_Exercise directions_
What lines below contain the string "dead"? List them all.

_Input_
..............................

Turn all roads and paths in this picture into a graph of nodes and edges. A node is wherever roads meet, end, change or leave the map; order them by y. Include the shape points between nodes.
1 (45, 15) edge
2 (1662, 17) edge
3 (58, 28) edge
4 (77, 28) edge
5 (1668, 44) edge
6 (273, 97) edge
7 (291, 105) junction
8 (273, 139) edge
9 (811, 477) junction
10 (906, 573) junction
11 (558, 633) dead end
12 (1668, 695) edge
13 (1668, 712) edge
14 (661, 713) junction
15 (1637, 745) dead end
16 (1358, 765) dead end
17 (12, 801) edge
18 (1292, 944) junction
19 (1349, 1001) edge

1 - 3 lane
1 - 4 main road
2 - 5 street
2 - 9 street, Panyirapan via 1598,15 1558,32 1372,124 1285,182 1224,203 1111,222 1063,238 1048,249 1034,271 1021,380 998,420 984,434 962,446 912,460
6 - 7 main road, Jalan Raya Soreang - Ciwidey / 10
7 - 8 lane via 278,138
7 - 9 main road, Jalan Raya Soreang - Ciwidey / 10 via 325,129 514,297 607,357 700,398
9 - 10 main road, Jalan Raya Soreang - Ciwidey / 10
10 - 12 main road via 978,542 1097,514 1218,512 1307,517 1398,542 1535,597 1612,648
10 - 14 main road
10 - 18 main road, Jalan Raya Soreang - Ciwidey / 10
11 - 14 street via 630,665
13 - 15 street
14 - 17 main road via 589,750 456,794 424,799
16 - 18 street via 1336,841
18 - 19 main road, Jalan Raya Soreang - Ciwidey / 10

..............................

_Written answer_
11 (558, 633) dead end
15 (1637, 745) dead end
16 (1358, 765) dead end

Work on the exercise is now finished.